NeuroSwarm: Neural 3D Scene Reconstruction and Segmentation with Multi-agent UAV for Optimal Navigation of Quadruped Robot
- End-to-End 3D Scene Reconstruction from Posed Images (https://github.com/magicleap/Atlas)
Docker image Docker/Dockerfile
with all the dependencies.
Or you can install them yourself:
sudo apt-get install cuda-toolkit-11-3
export PATH=usr/local/cuda-11.3/bin${PATH:+:${PATH}}
conda create - -name atlas
conda activate atlas
conda install pytorch==1.10.0 torchvision==0.11.0 torchaudio==0.10.0 cudatoolkit=11.3 -c pytorch -c conda-forge)
pip install \
open3d\
trimesh \
pyquaternion\
pytorch-lightning \
pyrender
Install correct detectron2 version : https://github.com/facebookresearch/detectron2/releases
python -m pip install detectron2==0.6 -f \
https://dl.fbaipublicfiles.com/detectron2/wheels/cu113/torch1.10/index.html
For 16bit mixed precision (default training setting) you will also need NVIDIA apex
git clone https://github.com/NVIDIA/apex
pip install -v --no-cache-dir --global-option="--cpp_ext" --global-option="--cuda_ext" ./apex
For headless rendering with pyrender (used for evaluation) see installation instructions here.
For inference with COLMAP see installation instructions here.
(If you have problems running the code try using the exact versions specified... for example the pytorch-lightning API has not settled yet).
Once you have downloaded and prepared the data (as described above) you can run inference using our pretrained model (download) or by training your own (see below).

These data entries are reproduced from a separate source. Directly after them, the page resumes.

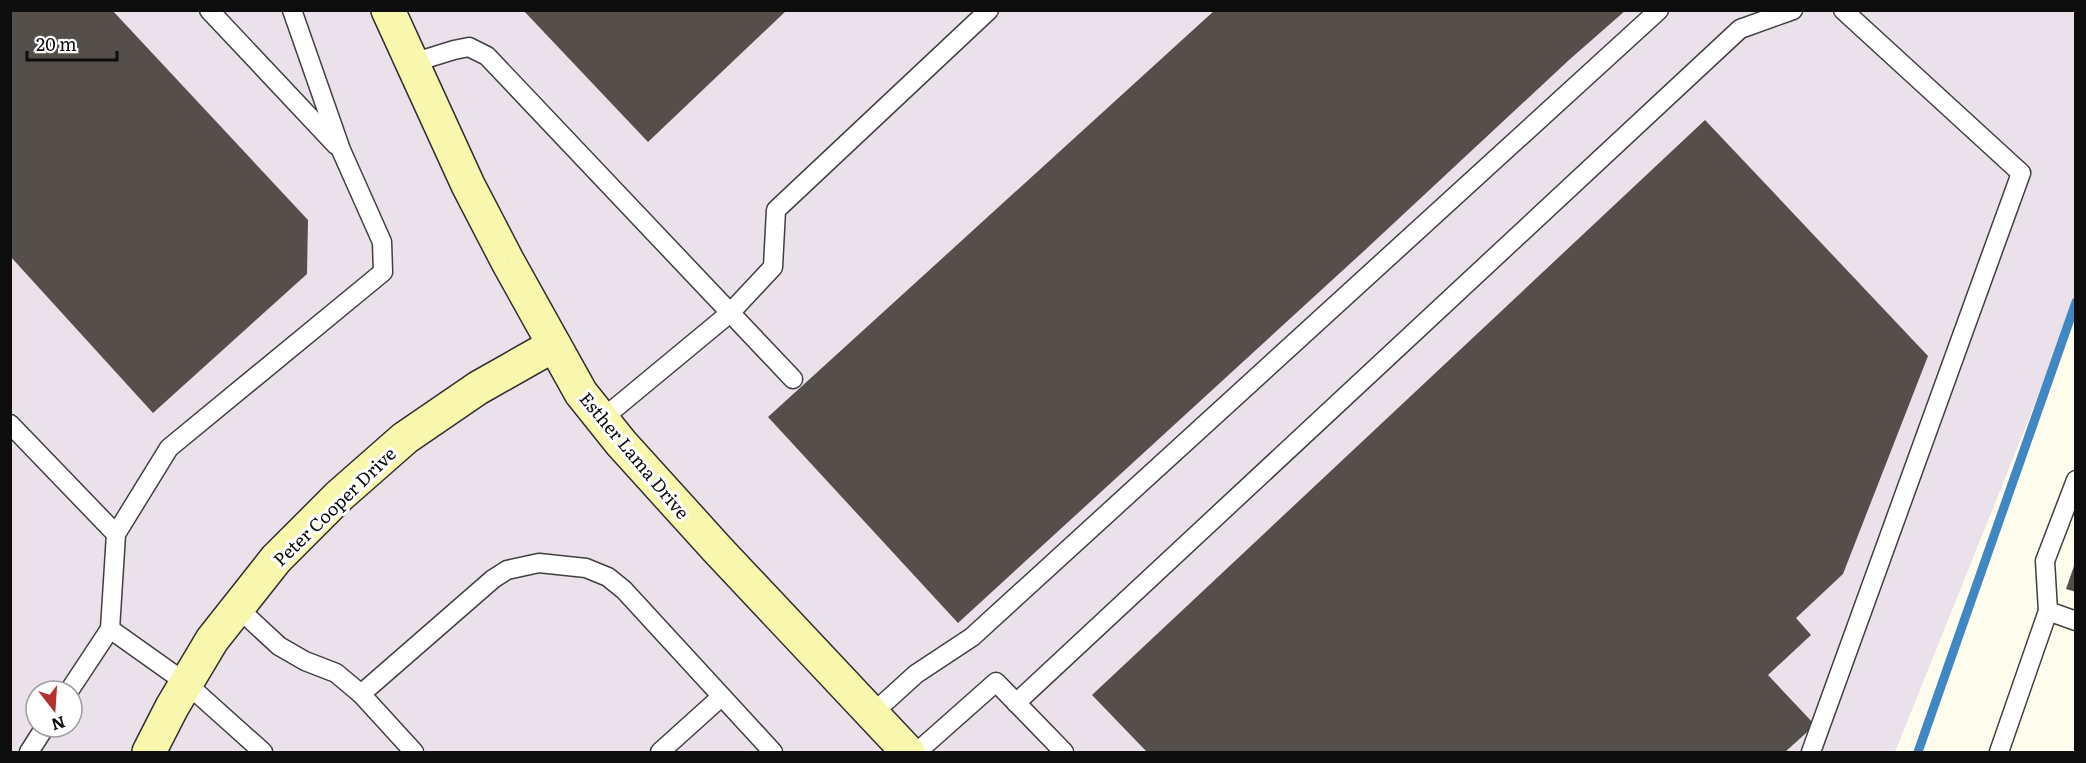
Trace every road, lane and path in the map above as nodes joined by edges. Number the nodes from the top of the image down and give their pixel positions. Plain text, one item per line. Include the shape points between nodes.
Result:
1 (209, 10) edge
2 (292, 10) edge
3 (388, 10) edge
4 (990, 10) edge
5 (1659, 10) edge
6 (1793, 10) edge
7 (1843, 10) edge
8 (411, 63) junction
9 (341, 150) junction
10 (730, 313) junction
11 (554, 345) junction
12 (793, 379) dead end
13 (602, 419) junction
14 (10, 424) edge
15 (2076, 480) edge
16 (116, 534) junction
17 (238, 608) junction
18 (2048, 611) junction
19 (2076, 621) edge
20 (110, 629) junction
21 (77, 679) edge
22 (186, 683) junction
23 (361, 694) junction
24 (722, 697) junction
25 (1016, 703) junction
26 (872, 714) junction
27 (38, 739) edge
28 (29, 753) edge
29 (149, 753) edge
30 (263, 753) edge
31 (414, 753) edge
32 (660, 753) edge
33 (773, 753) edge
34 (908, 753) edge
35 (917, 753) edge
36 (1064, 753) edge
37 (1810, 753) edge
38 (1999, 753) edge

1 - 9 lane
2 - 9 lane
3 - 8 street, Esther Lama Drive
4 - 10 lane via 776,210 773,267
5 - 26 lane via 972,637 916,674
6 - 25 lane via 1740,29
7 - 37 lane via 2021,173
8 - 10 lane via 469,48 487,56
8 - 11 street, Esther Lama Drive via 468,184
9 - 16 lane via 382,242 383,272 169,448
10 - 12 lane
10 - 13 lane
11 - 13 street, Esther Lama Drive via 581,393
11 - 17 street, Peter Cooper Drive via 478,388 405,438 276,559
13 - 26 street, Esther Lama Drive
14 - 16 lane
15 - 18 lane via 2045,561
16 - 20 lane
17 - 22 street, Peter Cooper Drive via 212,640
17 - 23 lane via 279,646 336,673
18 - 19 lane
18 - 38 lane
20 - 21 lane
20 - 22 lane
22 - 29 street, Peter Cooper Drive
22 - 30 lane
23 - 24 lane via 493,579 507,570 539,563 586,568 608,577
23 - 31 lane
24 - 32 lane
24 - 33 lane
25 - 35 lane via 996,682
25 - 36 lane
26 - 34 street, Esther Lama Drive
27 - 28 lane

To run on the sample scene use:
python inference.py --model results/release/semseg/final.ckpt --scenes METAROOT/sample/sample1/info.json
If your GPU does not have enough memory you can reduce voxel_dim
(at the cost of possible clipping the scene)
python inference.py --model results/release/semseg/final.ckpt --scenes METAROOT/sample/sample1/info.json --voxel_dim 208 208 80
Note that the values of voxel_dim must be divisible by 8 using the default 3D network.
Results will be saved to:
results/release/semseg/test_final/sample1.ply // mesh
results/release/semseg/test_final/sample1.npz // tsdf
results/release/semseg/test_final/sample1_attributes.npz // vertex semseg
To run on test dataset set use:
python inference.py --model results/release/semseg/final.ckpt
The first step needed for the 3D Scene Reconstruction is a collaborative dataset collection. The process of collecting images was carried out using Intel RealSense d435i cameras placed on UAV and quadruped robot respectively, while the positions of them were determined simultaneously by the Vicon Tracker System. In order to transfer information of current positions and images, a ROS2 framework for a multi-agent system was developed. Thus, every second an image was taken from the camera, as well as information about its current position. The dataset consists of 250 photographs needed to obtain a complete map of the premises. In general, two datasets were collected using the UAV and the HyperDog at once, and solely a quadruped robot.